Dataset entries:

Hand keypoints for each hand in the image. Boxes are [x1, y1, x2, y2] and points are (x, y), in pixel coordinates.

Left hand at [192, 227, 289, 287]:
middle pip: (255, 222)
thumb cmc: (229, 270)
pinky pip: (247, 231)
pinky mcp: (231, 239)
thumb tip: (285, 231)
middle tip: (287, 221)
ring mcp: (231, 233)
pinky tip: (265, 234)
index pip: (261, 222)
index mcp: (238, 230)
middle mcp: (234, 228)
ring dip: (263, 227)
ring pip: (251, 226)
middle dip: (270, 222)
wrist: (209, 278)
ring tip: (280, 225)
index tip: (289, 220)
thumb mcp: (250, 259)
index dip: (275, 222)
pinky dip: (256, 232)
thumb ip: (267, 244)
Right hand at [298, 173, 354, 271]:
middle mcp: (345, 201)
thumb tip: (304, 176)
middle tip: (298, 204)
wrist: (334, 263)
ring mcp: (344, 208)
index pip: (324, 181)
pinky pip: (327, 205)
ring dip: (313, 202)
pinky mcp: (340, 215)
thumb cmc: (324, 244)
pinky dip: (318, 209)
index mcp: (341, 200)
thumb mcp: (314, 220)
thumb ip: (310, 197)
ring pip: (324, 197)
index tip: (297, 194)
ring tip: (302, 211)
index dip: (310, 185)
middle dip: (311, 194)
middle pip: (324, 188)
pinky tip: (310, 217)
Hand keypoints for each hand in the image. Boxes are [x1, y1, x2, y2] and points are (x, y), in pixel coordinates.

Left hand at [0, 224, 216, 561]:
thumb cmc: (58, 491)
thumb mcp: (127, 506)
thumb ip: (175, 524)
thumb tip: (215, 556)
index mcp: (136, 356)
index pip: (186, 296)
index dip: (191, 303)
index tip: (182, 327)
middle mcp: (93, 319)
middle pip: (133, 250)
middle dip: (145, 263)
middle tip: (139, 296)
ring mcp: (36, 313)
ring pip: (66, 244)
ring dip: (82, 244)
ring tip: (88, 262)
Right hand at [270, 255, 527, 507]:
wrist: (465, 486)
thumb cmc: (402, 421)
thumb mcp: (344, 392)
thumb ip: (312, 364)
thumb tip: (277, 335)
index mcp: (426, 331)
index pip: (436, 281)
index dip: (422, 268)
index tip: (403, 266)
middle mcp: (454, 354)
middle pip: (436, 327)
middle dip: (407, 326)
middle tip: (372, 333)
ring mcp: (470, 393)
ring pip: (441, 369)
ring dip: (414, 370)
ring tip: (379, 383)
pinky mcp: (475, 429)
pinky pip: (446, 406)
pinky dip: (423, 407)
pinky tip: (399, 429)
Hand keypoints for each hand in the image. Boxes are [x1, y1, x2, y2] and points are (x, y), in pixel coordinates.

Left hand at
==
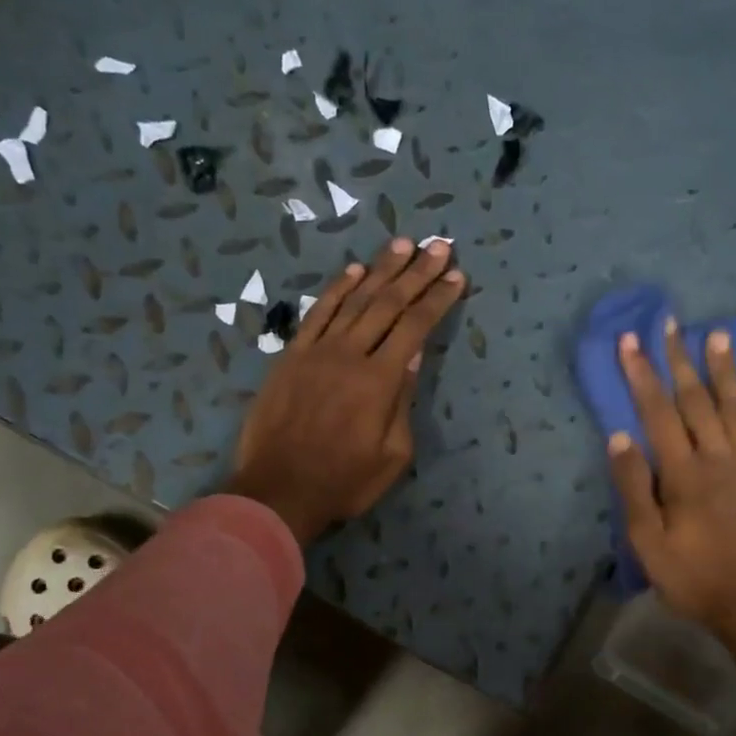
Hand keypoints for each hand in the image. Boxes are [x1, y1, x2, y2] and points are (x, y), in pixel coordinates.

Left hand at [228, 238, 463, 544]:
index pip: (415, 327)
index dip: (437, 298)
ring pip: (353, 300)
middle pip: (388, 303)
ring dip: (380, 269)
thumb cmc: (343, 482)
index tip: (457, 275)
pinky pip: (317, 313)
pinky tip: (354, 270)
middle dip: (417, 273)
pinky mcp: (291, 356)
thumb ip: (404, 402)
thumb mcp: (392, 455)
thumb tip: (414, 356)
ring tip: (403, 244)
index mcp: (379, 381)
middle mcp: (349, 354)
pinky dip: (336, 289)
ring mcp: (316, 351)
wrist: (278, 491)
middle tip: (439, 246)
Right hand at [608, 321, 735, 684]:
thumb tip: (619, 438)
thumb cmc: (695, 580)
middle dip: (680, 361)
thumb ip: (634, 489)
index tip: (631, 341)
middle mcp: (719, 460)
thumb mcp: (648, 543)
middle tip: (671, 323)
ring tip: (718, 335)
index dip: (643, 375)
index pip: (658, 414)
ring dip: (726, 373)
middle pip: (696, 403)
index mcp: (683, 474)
==
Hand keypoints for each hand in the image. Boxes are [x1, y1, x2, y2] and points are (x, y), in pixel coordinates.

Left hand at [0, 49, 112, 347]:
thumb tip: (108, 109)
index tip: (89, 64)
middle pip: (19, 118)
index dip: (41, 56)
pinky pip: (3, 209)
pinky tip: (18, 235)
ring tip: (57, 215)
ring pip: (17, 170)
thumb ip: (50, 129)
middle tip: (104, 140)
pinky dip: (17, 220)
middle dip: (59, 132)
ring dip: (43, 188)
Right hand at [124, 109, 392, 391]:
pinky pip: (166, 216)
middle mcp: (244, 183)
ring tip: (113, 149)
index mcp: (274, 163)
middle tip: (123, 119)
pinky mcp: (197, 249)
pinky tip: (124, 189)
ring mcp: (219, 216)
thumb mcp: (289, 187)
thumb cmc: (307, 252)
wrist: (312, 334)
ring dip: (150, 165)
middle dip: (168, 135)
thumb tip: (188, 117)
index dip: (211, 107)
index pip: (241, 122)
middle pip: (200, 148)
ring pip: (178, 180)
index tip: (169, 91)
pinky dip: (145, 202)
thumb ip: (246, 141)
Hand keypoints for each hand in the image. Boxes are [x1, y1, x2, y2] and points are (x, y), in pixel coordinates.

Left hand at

TASK DESCRIPTION -
Give back exactly the lines above, from the line containing "ring tip: (113, 149)" through the line containing "index dip: (211, 107)", with both end lines and nothing more.

SOLUTION FOR THIS TASK -
ring tip: (113, 149)
index mcp: (274, 163)
middle tip: (123, 119)
pinky mcp: (197, 249)
pinky tip: (124, 189)
ring mcp: (219, 216)
thumb mcp: (289, 187)
thumb cmc: (307, 252)
wrist: (312, 334)
ring dip: (150, 165)
middle dip: (168, 135)
thumb tip: (188, 117)
index dip: (211, 107)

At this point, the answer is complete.